- _The task_: From the records below, copy each line that has the word "Give" in it.

- _Records shown_:
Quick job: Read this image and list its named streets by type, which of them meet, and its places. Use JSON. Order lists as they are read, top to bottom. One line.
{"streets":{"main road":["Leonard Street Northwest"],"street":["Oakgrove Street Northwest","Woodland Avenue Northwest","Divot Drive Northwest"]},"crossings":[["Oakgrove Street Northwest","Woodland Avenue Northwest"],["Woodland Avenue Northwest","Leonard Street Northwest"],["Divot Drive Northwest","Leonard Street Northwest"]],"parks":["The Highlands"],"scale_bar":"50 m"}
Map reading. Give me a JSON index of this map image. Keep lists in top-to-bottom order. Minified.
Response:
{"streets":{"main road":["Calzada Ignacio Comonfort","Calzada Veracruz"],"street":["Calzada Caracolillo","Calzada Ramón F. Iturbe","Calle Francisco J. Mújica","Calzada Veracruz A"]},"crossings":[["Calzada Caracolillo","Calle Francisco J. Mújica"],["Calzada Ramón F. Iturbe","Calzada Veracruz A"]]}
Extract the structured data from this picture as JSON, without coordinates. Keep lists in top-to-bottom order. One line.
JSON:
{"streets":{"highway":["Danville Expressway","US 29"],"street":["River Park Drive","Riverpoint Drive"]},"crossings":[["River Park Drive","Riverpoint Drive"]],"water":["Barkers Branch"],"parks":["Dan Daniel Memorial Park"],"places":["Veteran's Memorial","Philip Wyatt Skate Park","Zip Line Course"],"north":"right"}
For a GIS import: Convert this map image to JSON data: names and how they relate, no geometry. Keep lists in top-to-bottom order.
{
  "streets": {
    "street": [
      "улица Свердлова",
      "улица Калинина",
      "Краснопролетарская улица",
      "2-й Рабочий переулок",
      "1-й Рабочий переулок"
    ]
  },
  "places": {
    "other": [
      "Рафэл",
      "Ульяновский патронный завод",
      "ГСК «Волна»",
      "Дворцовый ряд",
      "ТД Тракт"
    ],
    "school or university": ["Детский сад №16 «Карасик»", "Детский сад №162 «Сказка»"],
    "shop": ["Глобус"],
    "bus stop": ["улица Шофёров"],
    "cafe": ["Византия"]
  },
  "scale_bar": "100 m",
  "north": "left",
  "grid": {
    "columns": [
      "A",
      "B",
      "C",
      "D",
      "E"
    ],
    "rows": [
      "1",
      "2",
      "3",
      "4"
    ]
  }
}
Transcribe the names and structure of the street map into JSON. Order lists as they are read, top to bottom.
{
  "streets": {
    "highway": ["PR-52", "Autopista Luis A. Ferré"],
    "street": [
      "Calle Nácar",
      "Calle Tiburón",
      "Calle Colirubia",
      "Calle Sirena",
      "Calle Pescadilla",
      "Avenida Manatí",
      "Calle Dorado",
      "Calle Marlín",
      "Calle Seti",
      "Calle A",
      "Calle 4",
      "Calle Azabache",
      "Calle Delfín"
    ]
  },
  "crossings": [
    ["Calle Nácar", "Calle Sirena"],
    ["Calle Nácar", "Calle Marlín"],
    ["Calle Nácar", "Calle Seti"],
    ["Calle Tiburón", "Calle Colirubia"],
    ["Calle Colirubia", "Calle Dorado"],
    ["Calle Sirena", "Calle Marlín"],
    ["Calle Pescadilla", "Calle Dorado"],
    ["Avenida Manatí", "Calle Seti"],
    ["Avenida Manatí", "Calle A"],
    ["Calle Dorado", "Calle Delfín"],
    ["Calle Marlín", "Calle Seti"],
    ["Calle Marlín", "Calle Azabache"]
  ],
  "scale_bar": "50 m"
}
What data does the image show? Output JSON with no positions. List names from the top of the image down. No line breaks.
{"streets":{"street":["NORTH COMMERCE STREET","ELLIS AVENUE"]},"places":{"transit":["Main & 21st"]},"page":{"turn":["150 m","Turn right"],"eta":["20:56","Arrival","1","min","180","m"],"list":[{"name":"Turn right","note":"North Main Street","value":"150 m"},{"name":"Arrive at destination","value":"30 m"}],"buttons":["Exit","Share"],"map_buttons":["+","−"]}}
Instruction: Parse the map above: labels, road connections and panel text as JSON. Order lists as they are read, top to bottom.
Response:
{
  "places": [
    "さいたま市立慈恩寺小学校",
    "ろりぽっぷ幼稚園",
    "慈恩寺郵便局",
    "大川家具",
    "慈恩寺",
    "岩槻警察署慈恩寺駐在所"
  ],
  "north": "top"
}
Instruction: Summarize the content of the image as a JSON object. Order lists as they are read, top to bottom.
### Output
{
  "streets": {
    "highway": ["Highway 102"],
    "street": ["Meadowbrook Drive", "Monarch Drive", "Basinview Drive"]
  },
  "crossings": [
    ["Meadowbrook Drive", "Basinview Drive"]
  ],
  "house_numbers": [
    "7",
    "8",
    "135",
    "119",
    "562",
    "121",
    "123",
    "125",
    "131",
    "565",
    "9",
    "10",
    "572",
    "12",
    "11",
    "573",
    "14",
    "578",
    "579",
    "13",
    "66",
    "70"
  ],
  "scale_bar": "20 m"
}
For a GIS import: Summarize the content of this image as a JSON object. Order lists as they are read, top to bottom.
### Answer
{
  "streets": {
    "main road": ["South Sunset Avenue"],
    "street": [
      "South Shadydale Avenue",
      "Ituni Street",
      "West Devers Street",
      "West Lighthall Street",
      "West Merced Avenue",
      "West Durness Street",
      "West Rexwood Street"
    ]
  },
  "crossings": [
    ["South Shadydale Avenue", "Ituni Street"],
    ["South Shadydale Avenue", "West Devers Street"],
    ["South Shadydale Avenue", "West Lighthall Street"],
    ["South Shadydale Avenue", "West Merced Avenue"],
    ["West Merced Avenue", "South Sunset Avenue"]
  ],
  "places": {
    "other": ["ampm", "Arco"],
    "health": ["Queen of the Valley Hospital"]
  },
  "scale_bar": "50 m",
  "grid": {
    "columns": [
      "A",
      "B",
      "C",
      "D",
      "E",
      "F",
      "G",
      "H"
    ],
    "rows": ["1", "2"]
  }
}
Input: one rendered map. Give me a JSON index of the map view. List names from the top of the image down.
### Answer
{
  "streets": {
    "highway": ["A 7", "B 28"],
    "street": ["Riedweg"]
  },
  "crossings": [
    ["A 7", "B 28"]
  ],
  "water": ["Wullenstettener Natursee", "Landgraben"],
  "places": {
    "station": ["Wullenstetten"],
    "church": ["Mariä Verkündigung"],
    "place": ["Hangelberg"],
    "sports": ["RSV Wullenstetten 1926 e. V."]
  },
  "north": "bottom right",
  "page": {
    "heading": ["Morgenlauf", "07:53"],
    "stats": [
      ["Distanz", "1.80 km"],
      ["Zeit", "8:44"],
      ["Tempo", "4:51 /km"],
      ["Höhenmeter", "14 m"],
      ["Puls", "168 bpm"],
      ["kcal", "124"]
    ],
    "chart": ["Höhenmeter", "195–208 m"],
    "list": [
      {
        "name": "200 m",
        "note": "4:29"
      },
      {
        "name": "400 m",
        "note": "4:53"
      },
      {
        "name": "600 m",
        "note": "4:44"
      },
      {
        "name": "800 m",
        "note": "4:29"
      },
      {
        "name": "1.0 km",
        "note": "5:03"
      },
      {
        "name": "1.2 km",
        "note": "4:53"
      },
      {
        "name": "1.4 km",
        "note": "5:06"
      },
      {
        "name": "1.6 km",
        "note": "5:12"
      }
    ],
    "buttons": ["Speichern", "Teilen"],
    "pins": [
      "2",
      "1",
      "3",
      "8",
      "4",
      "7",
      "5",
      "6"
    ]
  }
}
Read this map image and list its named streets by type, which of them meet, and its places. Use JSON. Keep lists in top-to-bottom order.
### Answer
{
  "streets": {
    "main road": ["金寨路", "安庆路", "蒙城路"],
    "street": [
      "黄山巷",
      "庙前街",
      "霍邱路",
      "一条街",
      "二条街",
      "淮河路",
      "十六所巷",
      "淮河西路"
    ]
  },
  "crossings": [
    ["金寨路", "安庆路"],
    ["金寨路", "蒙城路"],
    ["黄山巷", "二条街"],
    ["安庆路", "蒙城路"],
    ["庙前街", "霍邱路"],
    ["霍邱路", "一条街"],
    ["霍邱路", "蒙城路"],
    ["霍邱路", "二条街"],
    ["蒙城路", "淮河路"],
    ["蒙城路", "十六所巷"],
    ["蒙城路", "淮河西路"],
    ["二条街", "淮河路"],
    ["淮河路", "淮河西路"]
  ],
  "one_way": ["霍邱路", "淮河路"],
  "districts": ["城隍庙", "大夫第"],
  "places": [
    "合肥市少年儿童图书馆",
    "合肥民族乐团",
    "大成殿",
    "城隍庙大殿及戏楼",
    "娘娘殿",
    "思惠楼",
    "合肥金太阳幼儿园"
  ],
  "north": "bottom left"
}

- _Problem solution_:
Map reading. Give me a JSON index of this map image. Keep lists in top-to-bottom order. Minified.
Input: one rendered map. Give me a JSON index of the map view. List names from the top of the image down.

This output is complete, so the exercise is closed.